Data centers have been around for decades, and they’ve held military secrets, transfer of essential information in commerce and banking, and even our private and personal data. Data centers in airports make the world go round. 

Those old enough might remember painting wreaths made from perfectly folded data center punch cards—Those were the days! The technological transformation of data centers is akin to a mad scientist’s revolution. Typically hidden, but profoundly impactful, this product of our human creativity allows information to be securely stored in a centralized location.

Data center maintenance has come a long way, but the main idea remains. While data centers have their roots in the huge computer rooms of the 1940s—think ENIAC—one of the earliest examples of the data system, a center’s maintenance is essential.

We know that over time, computers began performing numerous important business tasks. As more corporate data assets migrated to the data center, downtime due to equipment dysfunction became a serious threat to business growth and profitability. Those who were manufacturers of data center equipment realized the need for an active maintenance program to assure operational quality of their products. The introduction of annual maintenance contracts provided data center owners with peace of mind with the benefit of improved levels of service.
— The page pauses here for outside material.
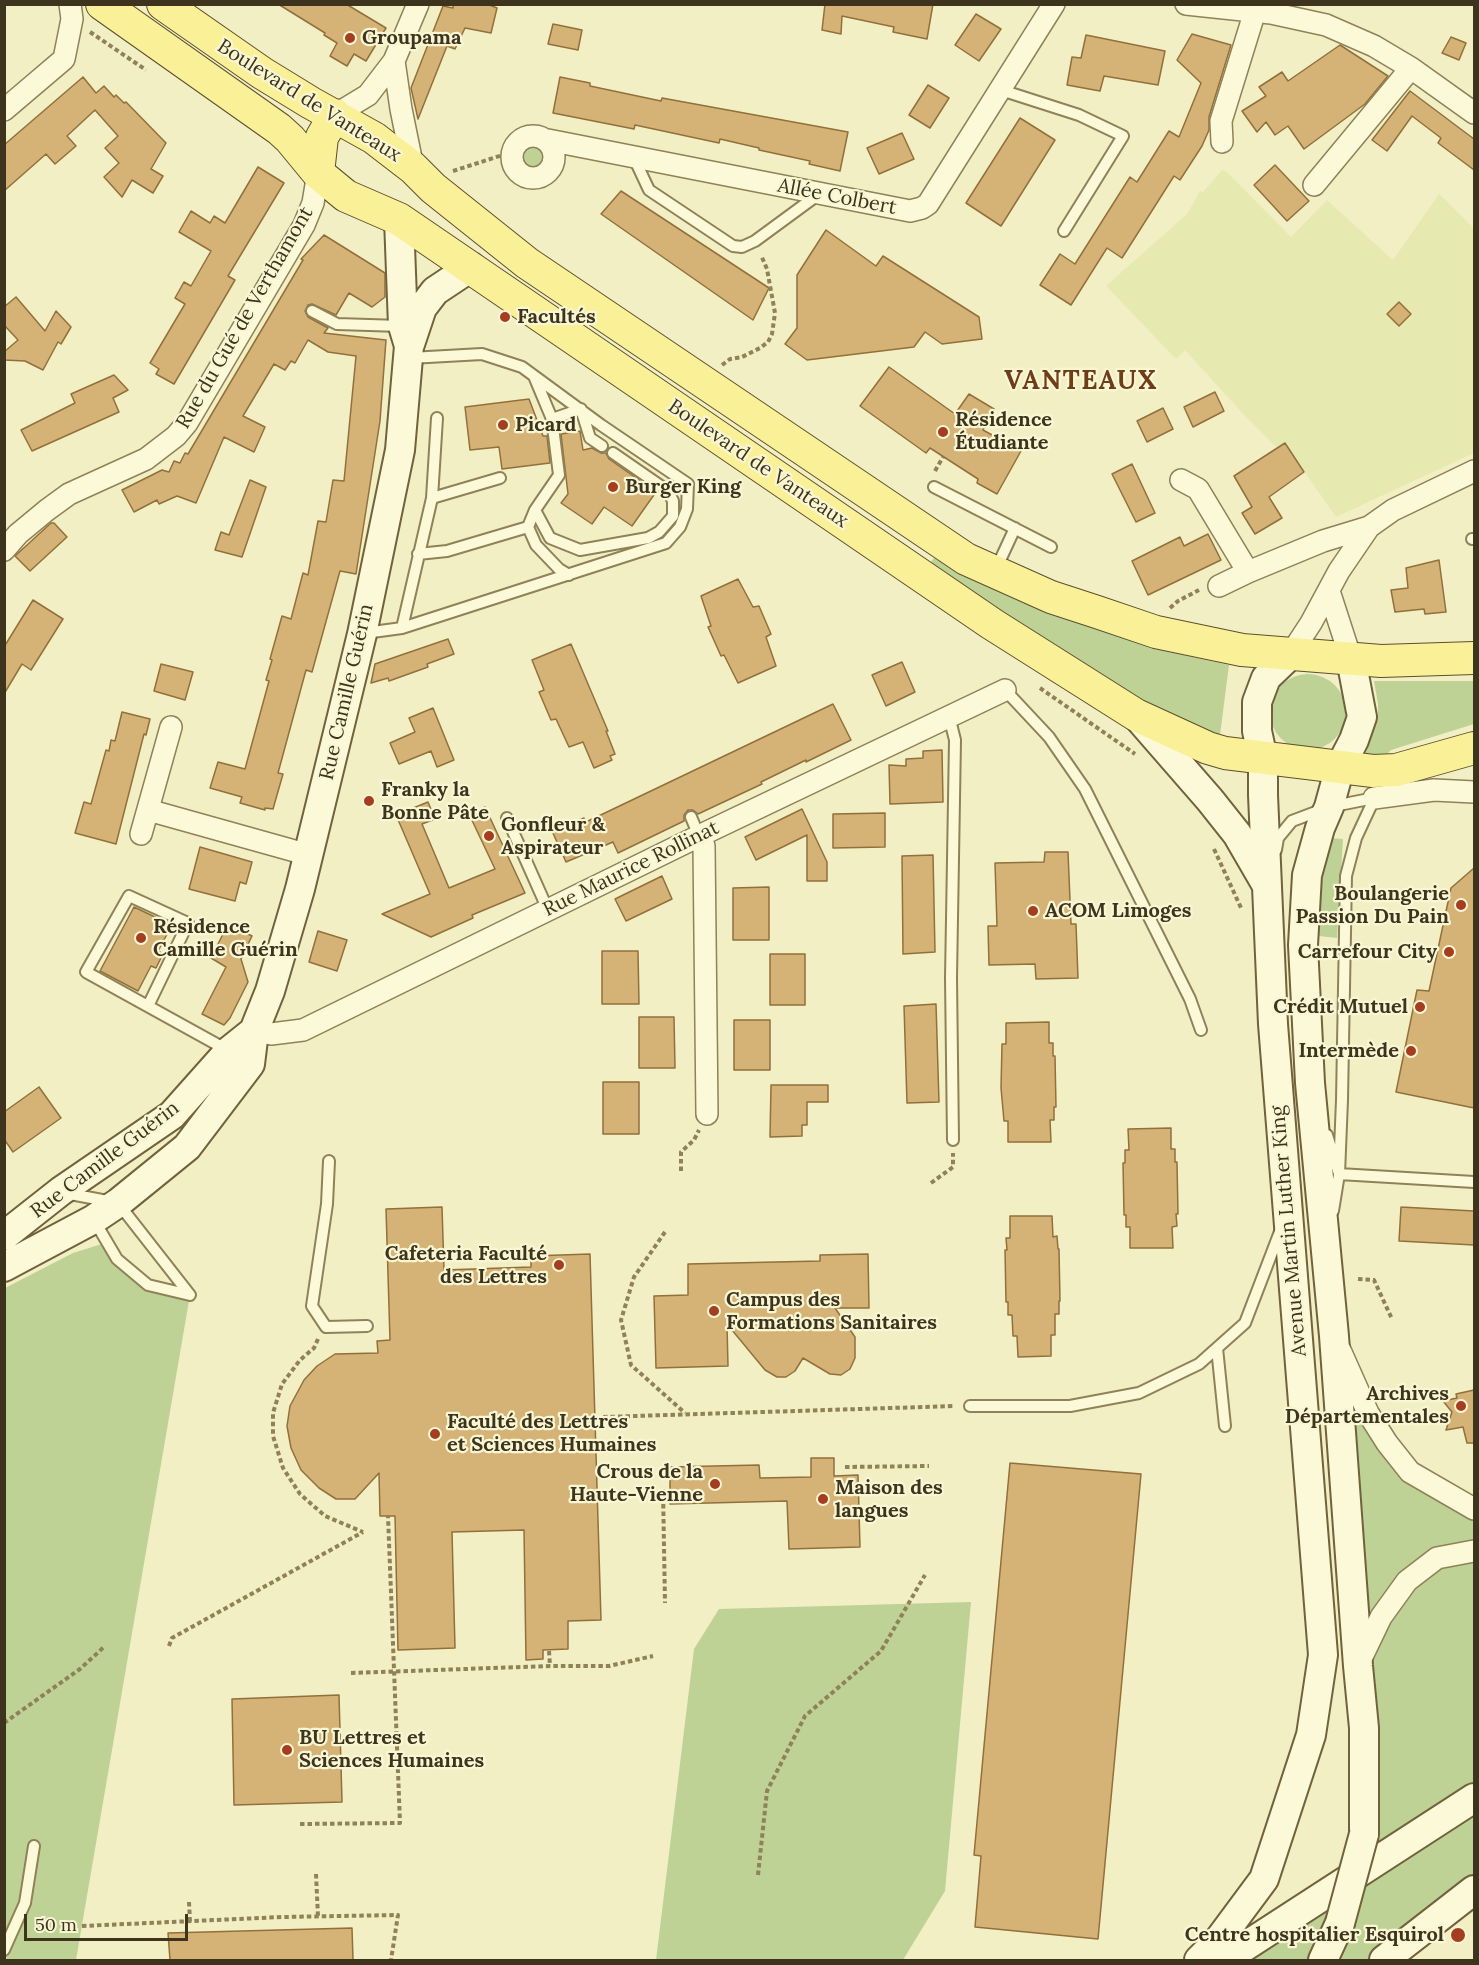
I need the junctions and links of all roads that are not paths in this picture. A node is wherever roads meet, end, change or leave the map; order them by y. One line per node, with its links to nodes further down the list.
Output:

The nature of corporate data evolved into a critical asset for most companies, and proper maintenance of the IT equipment became a necessity for supporting the availability of key business applications. The program maintenance (PM) concept of today represents an evolution from a reactive maintenance mentality (“fix it, it’s broken”) to a proactive approach (“check it and look for warning signs and fix it before it breaks”) to maximize availability (24x7x365). No matter the size of a business, its data center simply needs the right program and strategies.

What is in a Data Center?

Wikipedia defines a data center as a building or a dedicated space inside a building or group of buildings used to house computer systems and associated components such as telecommunications and storage systems.

Data centers’ technology computing and networking equipment is concentrated for the purpose of collecting, storing, processing, distributing, or allowing access to large amounts of data. They have been around since the advent of computers.

How Many Servers are in a Data Center?

The number of servers in a Data Center depends on the size an type of company, as well as type of Data Center.

Here is what stores the information in a Data Center
 

There are basically two types of storage in a data center, disk storage and tape storage. Tape storage has been around for over fifty years. Currently, the most popular format is LTO tape that holds up to 30TB on a LTO-8 tape. While tape was originally designed to load computer programs, Tape is now most commonly used for backup. There is no other storage media that holds as much data as tape, and tape also delivers the lowest cost per GB. An additional fact that makes tape desirable is because tape is removable and portable. Although disk storage is popular for backup, tape is still used for many reasons.

Often, the backup is initially made to disk, and then moved to the tape at a pre-determined time. This is partly because of LTO tape reliability, but also because you can write somewhere around 100 times more data on tape than disk. Disk backup is faster, can be accessed more quickly, both making disk backup a good choice for initial backup, however.

Disks are stored in rack units or in shelf modules. Tape may be stored off-site and they (tapes) have the smallest footprint. Both entail specific temperature and humidity requirements that ensure the longevity of archiving—the specifications should be followed—don’t store in a greenhouse. Specifications include redundant power and dedicated cooling equipment that doesn’t shut down at the end of the normal office hours, and an engine generator to protect IT functions from extended power outages.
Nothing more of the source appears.